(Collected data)
────────────────────────────────────────

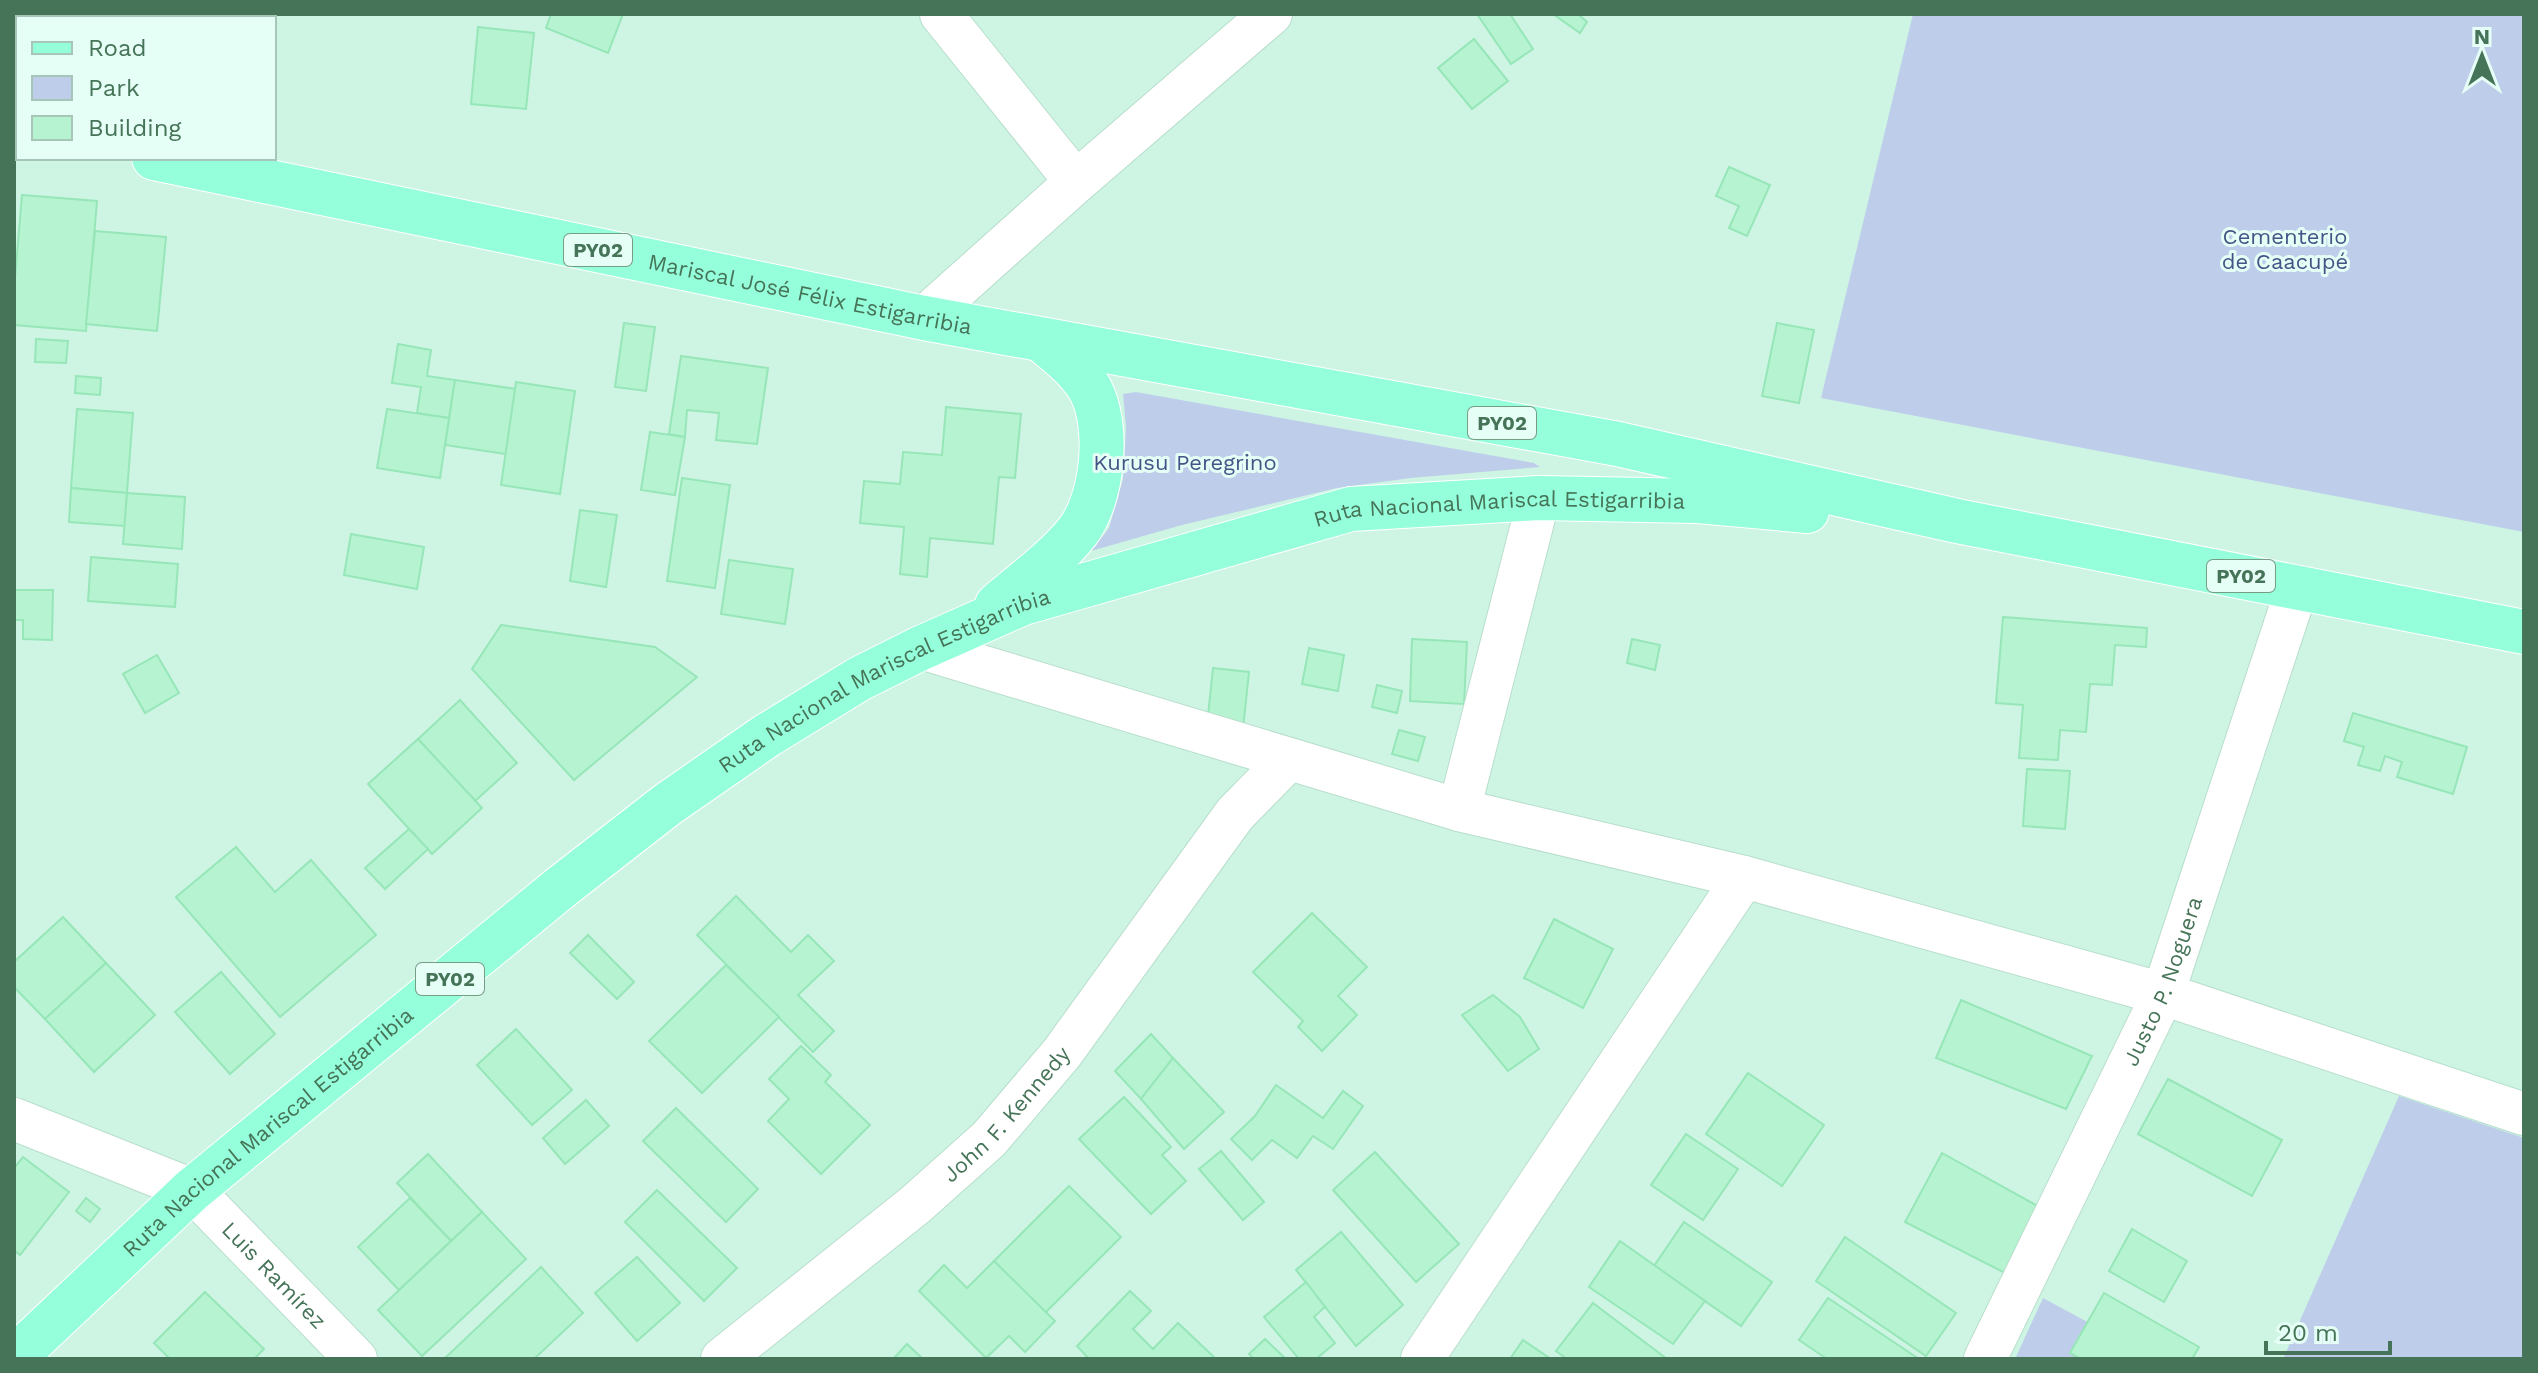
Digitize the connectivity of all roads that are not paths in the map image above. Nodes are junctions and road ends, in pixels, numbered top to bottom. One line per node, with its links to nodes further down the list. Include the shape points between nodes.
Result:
1 (941, 14): 4 (street)
2 (1271, 14): 4 (street)
3 (164, 160): 5 (main road, Mariscal José Félix Estigarribia / PY02)
4 (1076, 182): 5 (street)
5 (924, 318): 6 (main road, Mariscal José Félix Estigarribia / PY02)
6 (1043, 341): 8 (main road, Ruta Nacional Mariscal Estigarribia / PY02, via 1618,444); 10 (main road, via 1091,390 1100,426 1095,499 1072,537)
7 (1539, 498): 8 (main road, Ruta Nacional Mariscal Estigarribia / PY02, via 1698,501); 10 (main road, Ruta Nacional Mariscal Estigarribia / PY02, via 1351,509 1023,603); 14 (street)
8 (1957, 521): 9 (main road, Ruta Nacional Mariscal Estigarribia / PY02)
9 (2297, 588): 11 (main road, Ruta Nacional Mariscal Estigarribia / PY02); 16 (street, Justo P. Noguera)
10 (978, 622): 12 (main road, Ruta Nacional Mariscal Estigarribia / PY02)
11 (2524, 632)
12 (921, 648): 13 (street); 19 (main road, Ruta Nacional Mariscal Estigarribia / PY02, via 766,736 668,804)
13 (1288, 760): 14 (street); 22 (street, John F. Kennedy, via 1235,814 1062,1053 989,1139)
14 (1459, 810): 15 (street)
15 (1744, 877): 16 (street); 23 (street)
16 (2163, 994): 17 (street); 24 (street, Justo P. Noguera)
17 (2524, 1114)
18 (14, 1119): 19 (street)
19 (192, 1190): 20 (main road, Ruta Nacional Mariscal Estigarribia / PY02); 21 (street, Luis Ramírez)
20 (14, 1358)
21 (356, 1359)
22 (722, 1359)
23 (1422, 1359)
24 (1985, 1359)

────────────────────────────────────────

## INSTRUCTIONS FOR THE TASK
Restate every entry above word for word; no picture belongs in the copy.

## WRITTEN RESPONSE
Digitize the connectivity of all roads that are not paths in the map image above. Nodes are junctions and road ends, in pixels, numbered top to bottom. One line per node, with its links to nodes further down the list. Include the shape points between nodes.
Result:
1 (941, 14): 4 (street)
2 (1271, 14): 4 (street)
3 (164, 160): 5 (main road, Mariscal José Félix Estigarribia / PY02)
4 (1076, 182): 5 (street)
5 (924, 318): 6 (main road, Mariscal José Félix Estigarribia / PY02)
6 (1043, 341): 8 (main road, Ruta Nacional Mariscal Estigarribia / PY02, via 1618,444); 10 (main road, via 1091,390 1100,426 1095,499 1072,537)
7 (1539, 498): 8 (main road, Ruta Nacional Mariscal Estigarribia / PY02, via 1698,501); 10 (main road, Ruta Nacional Mariscal Estigarribia / PY02, via 1351,509 1023,603); 14 (street)
8 (1957, 521): 9 (main road, Ruta Nacional Mariscal Estigarribia / PY02)
9 (2297, 588): 11 (main road, Ruta Nacional Mariscal Estigarribia / PY02); 16 (street, Justo P. Noguera)
10 (978, 622): 12 (main road, Ruta Nacional Mariscal Estigarribia / PY02)
11 (2524, 632)
12 (921, 648): 13 (street); 19 (main road, Ruta Nacional Mariscal Estigarribia / PY02, via 766,736 668,804)
13 (1288, 760): 14 (street); 22 (street, John F. Kennedy, via 1235,814 1062,1053 989,1139)
14 (1459, 810): 15 (street)
15 (1744, 877): 16 (street); 23 (street)
16 (2163, 994): 17 (street); 24 (street, Justo P. Noguera)
17 (2524, 1114)
18 (14, 1119): 19 (street)
19 (192, 1190): 20 (main road, Ruta Nacional Mariscal Estigarribia / PY02); 21 (street, Luis Ramírez)
20 (14, 1358)
21 (356, 1359)
22 (722, 1359)
23 (1422, 1359)
24 (1985, 1359)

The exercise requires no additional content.